MatowaE menjawab, ”Iye, Puang”.
Barulah orang banyak mengetahui bahwa yang disangkanya Tomanurung itu
adalah seorang Matowa. Matowa itu mengantar orang banyak mendekati
Tomanurung yang berpakaian serba kuning.
Berkatalah orang banyak
kepada Tomanurung : ”Kami semua datang ke sini untuk memohon agar engkau
menetap. Janganlah lagi engkau mallajang (menghilang). Duduklah dengan
tenang agar kami mengangkatmu menjadi Arung. Kehendakmu kami ikuti,
perintahmu kami laksanakan. Walaupun anak isteri kami engkau cela, kami
pun mencelanya. Asalkan engkau berkenan memimpin kami”.
Tomanurung menjawab : ”Apakah engkau tidak membagi hati dan tidak berbohong?”
Setelah terjadi kontrak sosial antara Tomanurung dengan orang banyak,
dipindahkanlah To Manurung ke Bone untuk dibuatkan salassa (rumah).
Tomanurung tersebut tidak diketahui namanya sehingga orang banyak
menyebutnya ManurungE ri Matajang. Kalau datang di suatu tempat dan
melihat banyak orang berkumpul dia langsung mengetahui jumlahnya,
sehingga digelar Mata SilompoE. Arumpone pertama ini kemudian kawin
dengan ManurungE ri Toro yang bernama We Tenri Wale. Dari perkawinan itu
lahirlah La Ummasa dan We Pattanra Wanua, beberapa riwayat menyebutnya
ada lima bersaudara. Yang pertama kali dilakukan Manurunge ri Matajang
adalah mappolo leteng (menetapkan hak - hak kepemilikan orang banyak),
meredakan segala bentuk kekerasan dan melahirkan hukum adat (bicara)
serta menentukan bendera kerajaan yang dinamai WoromporongE.
Setelah
genap empat pariyama memimpin orang Bone, dikumpulkanlah seluruh orang
Bone dan menyampaikan, ”Duduklah semua dan janganlah menolak anakku La
Ummase’ untuk menggantikan kedudukanku.
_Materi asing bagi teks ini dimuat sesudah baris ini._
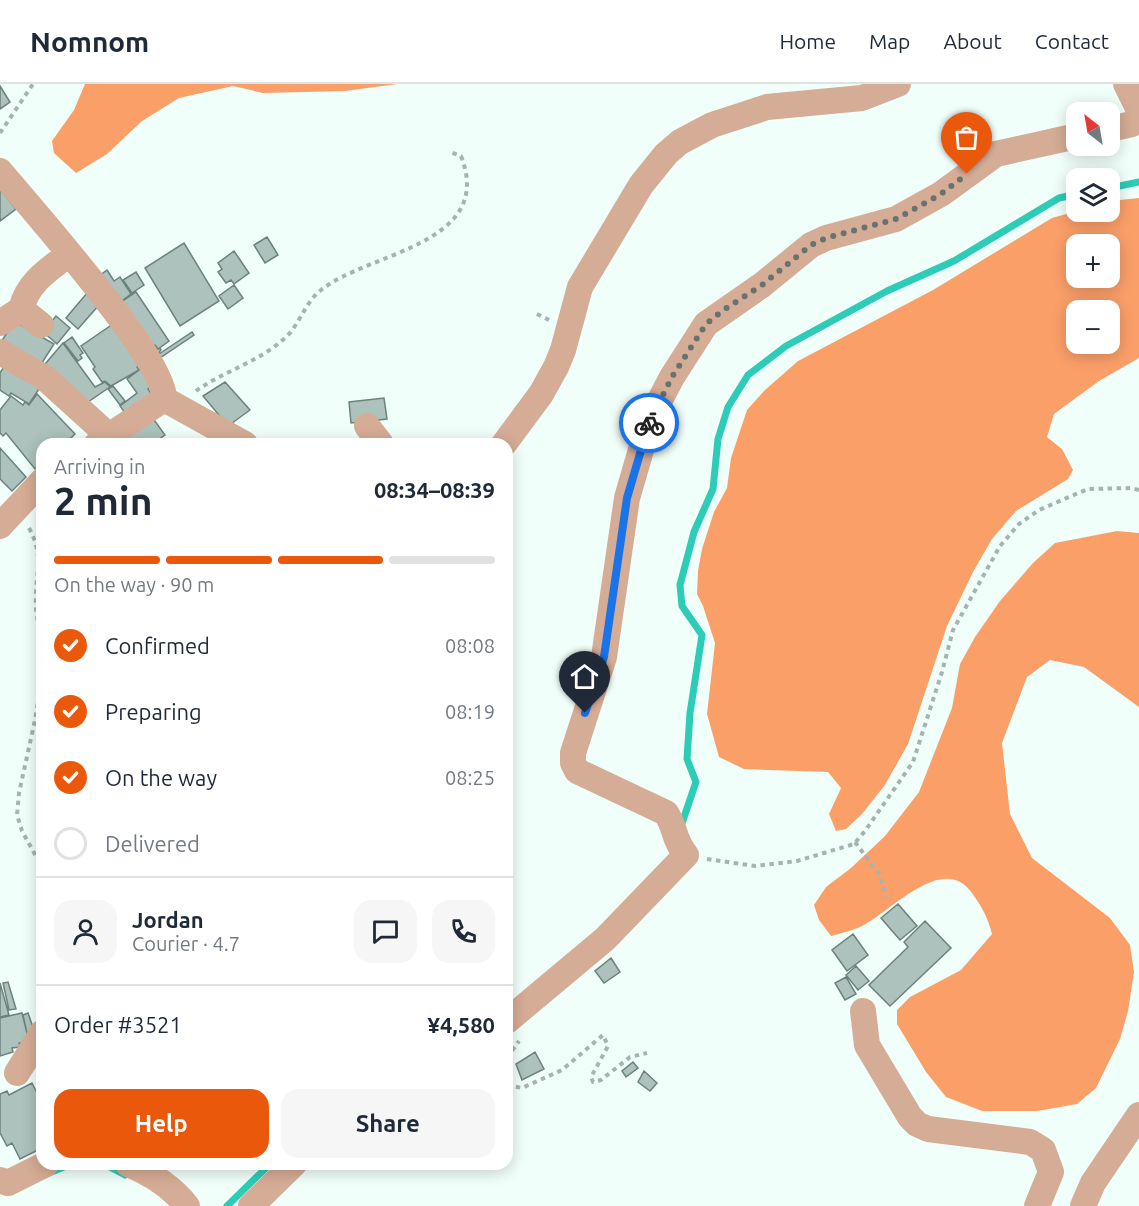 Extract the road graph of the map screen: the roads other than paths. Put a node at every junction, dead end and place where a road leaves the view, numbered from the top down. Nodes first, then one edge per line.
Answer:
1 (898, 84) edge
2 (1126, 84) edge
3 (1139, 110) edge
4 (1139, 120) edge
5 (1120, 127) edge
6 (1066, 138) edge
7 (0, 171) edge
8 (69, 254) junction
9 (21, 309) junction
10 (0, 323) edge
11 (41, 326) dead end
12 (0, 352) edge
13 (171, 403) junction
14 (101, 438) edge
15 (107, 438) edge
16 (234, 438) edge
17 (508, 438) edge
18 (36, 487) edge
19 (0, 526) edge
20 (863, 1011) dead end
21 (513, 1016) edge
22 (36, 1043) edge
23 (19, 1073) edge
24 (1139, 1115) edge
25 (36, 1169) edge
26 (143, 1170) edge
27 (288, 1170) edge
28 (0, 1180) edge
29 (187, 1206) edge
30 (251, 1206) edge
31 (1037, 1206) edge
32 (1083, 1206) edge

1 - 17 street
2 - 3 street
4 - 5 street
6 - 21 street
7 - 8 street
8 - 9 street
8 - 13 street
9 - 10 street
9 - 11 street
12 - 14 street
13 - 15 street
13 - 16 street
18 - 19 street
20 - 31 street
22 - 23 street
24 - 32 street
25 - 28 street
26 - 29 street
27 - 30 street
Dia pulalah nanti yang
melanjutkan perjanjian antara kita”. Beberapa saat setelah mengucapkan
kalimat perpisahan itu, dalam Lontaraq Akkarungeng ri Bone disebutkan
munculnya kilat dan guntur saling menyambar diakhiri dengan
menghilangnya (mallajang) ManurungE ri Matajang dan isterinya, ManurungE
ri Toro dari tempat duduknya. Salenrang dan payung kuning turut pula
menghilang membuat seluruh orang Bone heran dan takjub. (***)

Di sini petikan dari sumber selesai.